**Action item:** Every line below containing the word "nodes" should be found and copied.

+++

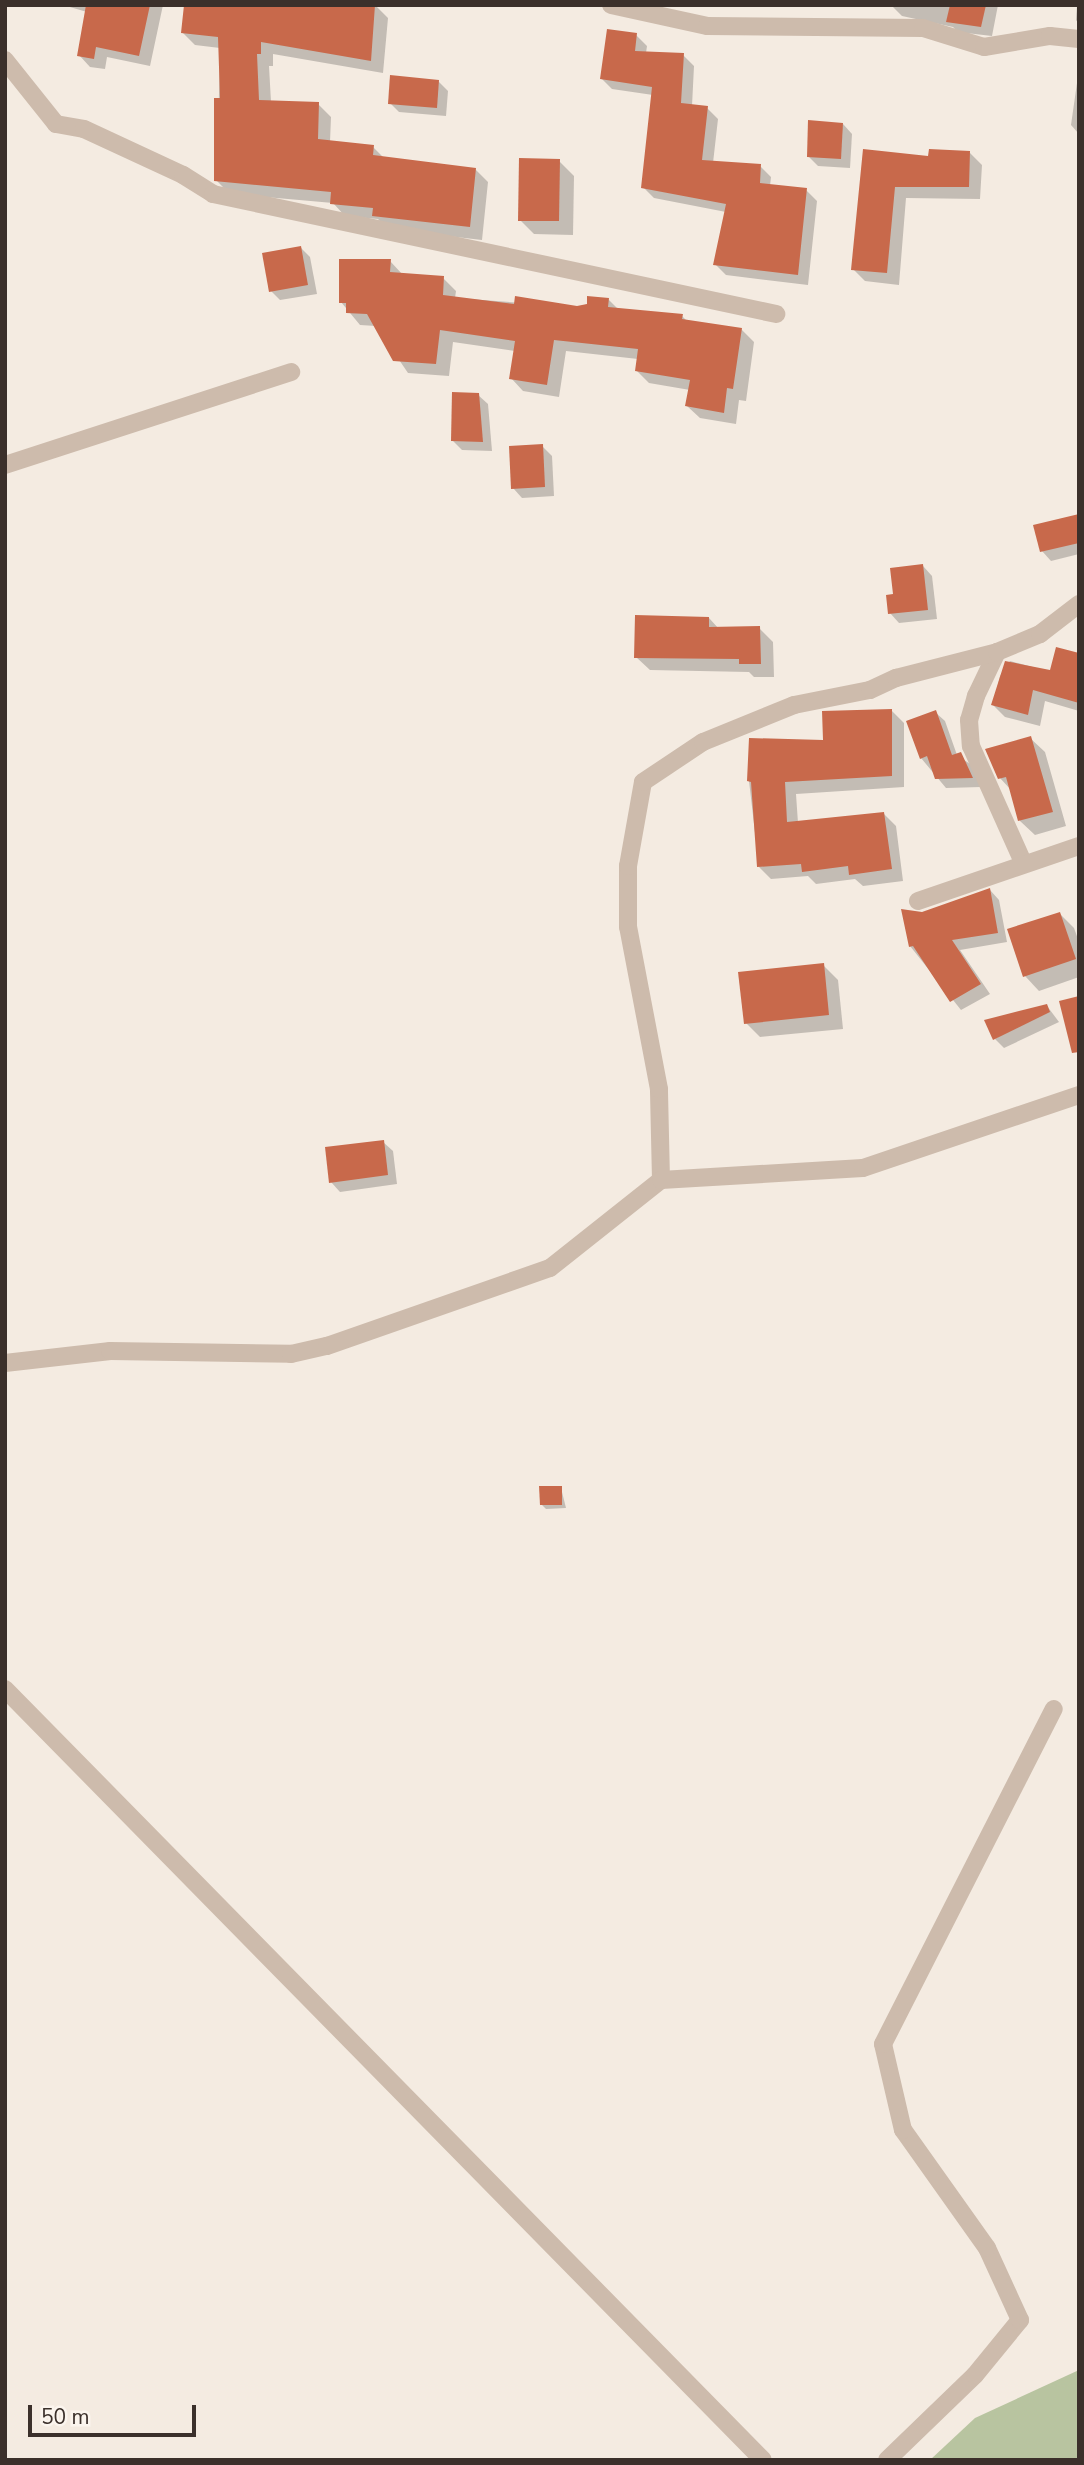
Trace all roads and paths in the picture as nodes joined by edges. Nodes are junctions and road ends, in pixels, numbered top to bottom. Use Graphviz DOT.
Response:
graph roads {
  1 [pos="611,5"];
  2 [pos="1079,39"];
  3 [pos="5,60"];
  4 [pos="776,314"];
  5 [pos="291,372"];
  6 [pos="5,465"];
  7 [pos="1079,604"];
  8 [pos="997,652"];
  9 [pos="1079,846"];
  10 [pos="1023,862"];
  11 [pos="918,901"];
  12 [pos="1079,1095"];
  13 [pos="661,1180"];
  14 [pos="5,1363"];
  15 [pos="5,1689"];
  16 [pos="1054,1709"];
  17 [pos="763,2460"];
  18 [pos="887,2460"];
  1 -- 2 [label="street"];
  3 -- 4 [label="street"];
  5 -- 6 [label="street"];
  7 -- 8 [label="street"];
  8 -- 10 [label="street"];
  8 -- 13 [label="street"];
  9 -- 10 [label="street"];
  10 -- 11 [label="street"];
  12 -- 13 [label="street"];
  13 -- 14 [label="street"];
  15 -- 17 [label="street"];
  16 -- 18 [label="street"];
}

+++

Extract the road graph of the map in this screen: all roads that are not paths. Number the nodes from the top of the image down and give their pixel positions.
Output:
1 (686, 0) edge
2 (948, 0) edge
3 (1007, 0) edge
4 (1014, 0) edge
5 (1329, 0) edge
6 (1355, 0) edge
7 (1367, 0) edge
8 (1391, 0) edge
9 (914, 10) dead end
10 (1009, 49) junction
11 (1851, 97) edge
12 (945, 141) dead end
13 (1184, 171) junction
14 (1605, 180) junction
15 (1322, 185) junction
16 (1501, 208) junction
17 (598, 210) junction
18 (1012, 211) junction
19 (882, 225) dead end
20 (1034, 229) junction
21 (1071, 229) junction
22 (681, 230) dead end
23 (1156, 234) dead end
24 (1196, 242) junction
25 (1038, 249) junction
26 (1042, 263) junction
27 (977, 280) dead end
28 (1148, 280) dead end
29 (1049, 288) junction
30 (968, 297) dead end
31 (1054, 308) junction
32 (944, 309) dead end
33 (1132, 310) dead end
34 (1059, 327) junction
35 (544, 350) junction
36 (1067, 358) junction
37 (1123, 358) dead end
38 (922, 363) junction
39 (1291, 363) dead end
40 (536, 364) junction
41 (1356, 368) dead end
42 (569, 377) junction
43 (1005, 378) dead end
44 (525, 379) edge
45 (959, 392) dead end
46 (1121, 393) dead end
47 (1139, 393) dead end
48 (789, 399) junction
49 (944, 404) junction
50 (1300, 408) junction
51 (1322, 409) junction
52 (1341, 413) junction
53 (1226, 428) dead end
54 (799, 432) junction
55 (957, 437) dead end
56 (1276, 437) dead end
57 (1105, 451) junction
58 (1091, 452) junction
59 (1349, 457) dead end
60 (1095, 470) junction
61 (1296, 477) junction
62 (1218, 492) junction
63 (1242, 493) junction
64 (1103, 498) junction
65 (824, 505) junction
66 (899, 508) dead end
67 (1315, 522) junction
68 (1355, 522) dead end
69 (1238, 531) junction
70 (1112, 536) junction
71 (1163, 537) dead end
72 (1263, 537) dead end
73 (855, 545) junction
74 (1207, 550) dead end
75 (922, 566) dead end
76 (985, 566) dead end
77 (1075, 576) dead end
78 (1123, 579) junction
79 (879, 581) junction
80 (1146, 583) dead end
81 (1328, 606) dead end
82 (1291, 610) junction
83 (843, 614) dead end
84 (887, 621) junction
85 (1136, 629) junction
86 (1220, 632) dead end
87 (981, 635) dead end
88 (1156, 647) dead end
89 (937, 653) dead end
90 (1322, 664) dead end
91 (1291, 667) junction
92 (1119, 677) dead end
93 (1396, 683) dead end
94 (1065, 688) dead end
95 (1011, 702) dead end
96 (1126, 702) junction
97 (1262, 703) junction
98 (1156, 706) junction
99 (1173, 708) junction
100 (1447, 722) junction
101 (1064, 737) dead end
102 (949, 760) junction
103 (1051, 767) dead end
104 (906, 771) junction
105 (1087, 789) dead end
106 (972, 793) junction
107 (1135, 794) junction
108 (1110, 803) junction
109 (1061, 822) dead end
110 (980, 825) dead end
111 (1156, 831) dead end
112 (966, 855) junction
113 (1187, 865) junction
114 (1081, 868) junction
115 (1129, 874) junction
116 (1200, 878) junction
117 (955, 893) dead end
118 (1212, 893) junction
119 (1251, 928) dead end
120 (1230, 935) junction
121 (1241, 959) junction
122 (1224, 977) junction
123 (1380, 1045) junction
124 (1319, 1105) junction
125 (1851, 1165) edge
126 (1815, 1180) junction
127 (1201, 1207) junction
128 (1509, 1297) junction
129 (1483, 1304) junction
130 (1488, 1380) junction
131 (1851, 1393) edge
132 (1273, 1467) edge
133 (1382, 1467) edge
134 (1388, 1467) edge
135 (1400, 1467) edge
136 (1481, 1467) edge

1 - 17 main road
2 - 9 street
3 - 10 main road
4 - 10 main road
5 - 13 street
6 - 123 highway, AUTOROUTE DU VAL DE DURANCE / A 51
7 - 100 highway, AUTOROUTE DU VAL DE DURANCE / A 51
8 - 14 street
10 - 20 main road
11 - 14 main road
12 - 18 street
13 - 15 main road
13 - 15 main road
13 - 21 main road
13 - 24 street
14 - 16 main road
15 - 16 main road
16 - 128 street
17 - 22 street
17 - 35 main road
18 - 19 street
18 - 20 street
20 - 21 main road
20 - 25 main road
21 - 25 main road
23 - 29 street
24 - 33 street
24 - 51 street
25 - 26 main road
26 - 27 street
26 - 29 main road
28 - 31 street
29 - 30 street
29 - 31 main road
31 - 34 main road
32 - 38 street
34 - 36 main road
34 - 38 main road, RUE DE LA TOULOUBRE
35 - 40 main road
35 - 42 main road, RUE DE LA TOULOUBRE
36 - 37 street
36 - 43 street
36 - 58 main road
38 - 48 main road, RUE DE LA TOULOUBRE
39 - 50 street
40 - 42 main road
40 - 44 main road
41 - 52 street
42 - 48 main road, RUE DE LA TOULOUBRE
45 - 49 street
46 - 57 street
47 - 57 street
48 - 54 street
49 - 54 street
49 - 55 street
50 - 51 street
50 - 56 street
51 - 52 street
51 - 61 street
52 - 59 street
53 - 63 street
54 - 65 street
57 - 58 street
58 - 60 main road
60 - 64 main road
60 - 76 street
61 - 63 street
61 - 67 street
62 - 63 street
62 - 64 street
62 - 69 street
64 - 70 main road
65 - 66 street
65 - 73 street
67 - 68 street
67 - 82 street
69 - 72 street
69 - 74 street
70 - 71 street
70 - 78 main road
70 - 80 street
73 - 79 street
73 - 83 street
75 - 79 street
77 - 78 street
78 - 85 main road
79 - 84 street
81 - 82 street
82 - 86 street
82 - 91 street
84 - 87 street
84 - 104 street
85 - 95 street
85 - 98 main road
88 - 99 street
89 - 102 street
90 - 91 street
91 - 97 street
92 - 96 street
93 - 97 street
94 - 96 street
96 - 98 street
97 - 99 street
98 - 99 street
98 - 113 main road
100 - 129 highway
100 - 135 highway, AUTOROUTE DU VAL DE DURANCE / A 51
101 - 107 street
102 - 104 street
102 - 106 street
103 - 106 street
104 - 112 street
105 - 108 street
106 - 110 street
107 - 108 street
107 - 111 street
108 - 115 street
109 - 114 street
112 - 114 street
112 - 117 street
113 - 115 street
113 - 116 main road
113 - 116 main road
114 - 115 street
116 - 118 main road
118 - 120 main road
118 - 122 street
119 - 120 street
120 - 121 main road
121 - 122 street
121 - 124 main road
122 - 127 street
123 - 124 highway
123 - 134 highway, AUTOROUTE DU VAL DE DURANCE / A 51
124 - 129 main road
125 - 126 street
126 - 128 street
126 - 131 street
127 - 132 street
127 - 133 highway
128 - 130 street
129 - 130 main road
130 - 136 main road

+++

**Output of the task:**
Trace all roads and paths in the picture as nodes joined by edges. Nodes are junctions and road ends, in pixels, numbered top to bottom. Use Graphviz DOT.
Extract the road graph of the map in this screen: all roads that are not paths. Number the nodes from the top of the image down and give their pixel positions.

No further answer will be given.